Records for processing: Begin

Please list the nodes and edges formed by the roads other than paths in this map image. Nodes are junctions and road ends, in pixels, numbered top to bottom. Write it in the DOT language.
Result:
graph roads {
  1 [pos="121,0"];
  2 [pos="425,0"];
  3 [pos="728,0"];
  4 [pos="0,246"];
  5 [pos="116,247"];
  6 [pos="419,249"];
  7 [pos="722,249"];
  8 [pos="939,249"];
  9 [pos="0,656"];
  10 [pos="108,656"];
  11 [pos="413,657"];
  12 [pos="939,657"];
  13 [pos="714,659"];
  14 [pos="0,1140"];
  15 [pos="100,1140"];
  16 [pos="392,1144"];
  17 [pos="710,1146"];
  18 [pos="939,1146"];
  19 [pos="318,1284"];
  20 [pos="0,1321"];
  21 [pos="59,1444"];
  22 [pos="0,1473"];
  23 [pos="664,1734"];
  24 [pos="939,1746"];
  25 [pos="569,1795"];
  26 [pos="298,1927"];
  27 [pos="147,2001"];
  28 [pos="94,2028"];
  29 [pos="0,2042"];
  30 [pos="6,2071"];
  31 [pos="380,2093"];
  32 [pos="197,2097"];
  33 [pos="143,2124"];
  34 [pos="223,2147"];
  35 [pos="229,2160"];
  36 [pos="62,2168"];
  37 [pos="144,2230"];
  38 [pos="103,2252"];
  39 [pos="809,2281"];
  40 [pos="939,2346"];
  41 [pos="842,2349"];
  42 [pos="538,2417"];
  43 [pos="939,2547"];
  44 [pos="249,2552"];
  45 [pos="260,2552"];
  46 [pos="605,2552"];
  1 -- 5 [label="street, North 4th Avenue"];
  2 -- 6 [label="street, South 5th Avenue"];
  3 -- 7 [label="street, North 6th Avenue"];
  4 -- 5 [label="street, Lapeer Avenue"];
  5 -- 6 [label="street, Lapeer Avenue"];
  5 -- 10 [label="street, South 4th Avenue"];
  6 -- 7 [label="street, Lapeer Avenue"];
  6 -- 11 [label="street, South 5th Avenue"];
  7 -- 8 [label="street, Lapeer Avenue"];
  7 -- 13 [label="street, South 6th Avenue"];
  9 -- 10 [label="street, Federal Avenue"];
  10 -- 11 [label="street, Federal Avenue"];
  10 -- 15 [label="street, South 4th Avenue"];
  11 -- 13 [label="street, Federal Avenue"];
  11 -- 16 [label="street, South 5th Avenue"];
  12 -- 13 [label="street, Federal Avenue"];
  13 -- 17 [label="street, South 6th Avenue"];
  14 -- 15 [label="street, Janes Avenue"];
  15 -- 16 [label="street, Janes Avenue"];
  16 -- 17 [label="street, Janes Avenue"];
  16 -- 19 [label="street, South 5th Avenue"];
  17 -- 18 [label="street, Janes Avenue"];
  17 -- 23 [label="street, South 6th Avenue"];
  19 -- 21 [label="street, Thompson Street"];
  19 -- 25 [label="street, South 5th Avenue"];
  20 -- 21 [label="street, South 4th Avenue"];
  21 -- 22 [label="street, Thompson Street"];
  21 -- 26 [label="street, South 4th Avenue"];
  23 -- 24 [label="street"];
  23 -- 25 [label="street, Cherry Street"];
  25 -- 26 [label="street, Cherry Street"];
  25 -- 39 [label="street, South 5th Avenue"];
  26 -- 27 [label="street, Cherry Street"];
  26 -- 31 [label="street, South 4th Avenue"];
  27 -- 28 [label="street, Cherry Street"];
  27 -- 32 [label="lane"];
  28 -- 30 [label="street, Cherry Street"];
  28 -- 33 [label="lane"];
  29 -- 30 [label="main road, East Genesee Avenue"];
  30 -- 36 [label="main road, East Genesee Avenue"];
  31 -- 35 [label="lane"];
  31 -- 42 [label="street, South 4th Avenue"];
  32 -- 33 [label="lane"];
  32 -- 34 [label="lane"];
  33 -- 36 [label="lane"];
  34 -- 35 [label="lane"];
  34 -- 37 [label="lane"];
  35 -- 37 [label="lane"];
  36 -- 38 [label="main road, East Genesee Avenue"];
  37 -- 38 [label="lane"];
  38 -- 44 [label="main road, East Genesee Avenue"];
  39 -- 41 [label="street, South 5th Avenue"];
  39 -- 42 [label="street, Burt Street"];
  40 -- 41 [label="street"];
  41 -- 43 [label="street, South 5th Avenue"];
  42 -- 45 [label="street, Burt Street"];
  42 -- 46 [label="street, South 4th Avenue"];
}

Records for processing: End

- **Exercise brief**: Reproduce the data. Match each line exactly.

- **Answer to the exercise**:
Please list the nodes and edges formed by the roads other than paths in this map image. Nodes are junctions and road ends, in pixels, numbered top to bottom. Write it in the DOT language.
Result:
graph roads {
  1 [pos="121,0"];
  2 [pos="425,0"];
  3 [pos="728,0"];
  4 [pos="0,246"];
  5 [pos="116,247"];
  6 [pos="419,249"];
  7 [pos="722,249"];
  8 [pos="939,249"];
  9 [pos="0,656"];
  10 [pos="108,656"];
  11 [pos="413,657"];
  12 [pos="939,657"];
  13 [pos="714,659"];
  14 [pos="0,1140"];
  15 [pos="100,1140"];
  16 [pos="392,1144"];
  17 [pos="710,1146"];
  18 [pos="939,1146"];
  19 [pos="318,1284"];
  20 [pos="0,1321"];
  21 [pos="59,1444"];
  22 [pos="0,1473"];
  23 [pos="664,1734"];
  24 [pos="939,1746"];
  25 [pos="569,1795"];
  26 [pos="298,1927"];
  27 [pos="147,2001"];
  28 [pos="94,2028"];
  29 [pos="0,2042"];
  30 [pos="6,2071"];
  31 [pos="380,2093"];
  32 [pos="197,2097"];
  33 [pos="143,2124"];
  34 [pos="223,2147"];
  35 [pos="229,2160"];
  36 [pos="62,2168"];
  37 [pos="144,2230"];
  38 [pos="103,2252"];
  39 [pos="809,2281"];
  40 [pos="939,2346"];
  41 [pos="842,2349"];
  42 [pos="538,2417"];
  43 [pos="939,2547"];
  44 [pos="249,2552"];
  45 [pos="260,2552"];
  46 [pos="605,2552"];
  1 -- 5 [label="street, North 4th Avenue"];
  2 -- 6 [label="street, South 5th Avenue"];
  3 -- 7 [label="street, North 6th Avenue"];
  4 -- 5 [label="street, Lapeer Avenue"];
  5 -- 6 [label="street, Lapeer Avenue"];
  5 -- 10 [label="street, South 4th Avenue"];
  6 -- 7 [label="street, Lapeer Avenue"];
  6 -- 11 [label="street, South 5th Avenue"];
  7 -- 8 [label="street, Lapeer Avenue"];
  7 -- 13 [label="street, South 6th Avenue"];
  9 -- 10 [label="street, Federal Avenue"];
  10 -- 11 [label="street, Federal Avenue"];
  10 -- 15 [label="street, South 4th Avenue"];
  11 -- 13 [label="street, Federal Avenue"];
  11 -- 16 [label="street, South 5th Avenue"];
  12 -- 13 [label="street, Federal Avenue"];
  13 -- 17 [label="street, South 6th Avenue"];
  14 -- 15 [label="street, Janes Avenue"];
  15 -- 16 [label="street, Janes Avenue"];
  16 -- 17 [label="street, Janes Avenue"];
  16 -- 19 [label="street, South 5th Avenue"];
  17 -- 18 [label="street, Janes Avenue"];
  17 -- 23 [label="street, South 6th Avenue"];
  19 -- 21 [label="street, Thompson Street"];
  19 -- 25 [label="street, South 5th Avenue"];
  20 -- 21 [label="street, South 4th Avenue"];
  21 -- 22 [label="street, Thompson Street"];
  21 -- 26 [label="street, South 4th Avenue"];
  23 -- 24 [label="street"];
  23 -- 25 [label="street, Cherry Street"];
  25 -- 26 [label="street, Cherry Street"];
  25 -- 39 [label="street, South 5th Avenue"];
  26 -- 27 [label="street, Cherry Street"];
  26 -- 31 [label="street, South 4th Avenue"];
  27 -- 28 [label="street, Cherry Street"];
  27 -- 32 [label="lane"];
  28 -- 30 [label="street, Cherry Street"];
  28 -- 33 [label="lane"];
  29 -- 30 [label="main road, East Genesee Avenue"];
  30 -- 36 [label="main road, East Genesee Avenue"];
  31 -- 35 [label="lane"];
  31 -- 42 [label="street, South 4th Avenue"];
  32 -- 33 [label="lane"];
  32 -- 34 [label="lane"];
  33 -- 36 [label="lane"];
  34 -- 35 [label="lane"];
  34 -- 37 [label="lane"];
  35 -- 37 [label="lane"];
  36 -- 38 [label="main road, East Genesee Avenue"];
  37 -- 38 [label="lane"];
  38 -- 44 [label="main road, East Genesee Avenue"];
  39 -- 41 [label="street, South 5th Avenue"];
  39 -- 42 [label="street, Burt Street"];
  40 -- 41 [label="street"];
  41 -- 43 [label="street, South 5th Avenue"];
  42 -- 45 [label="street, Burt Street"];
  42 -- 46 [label="street, South 4th Avenue"];
}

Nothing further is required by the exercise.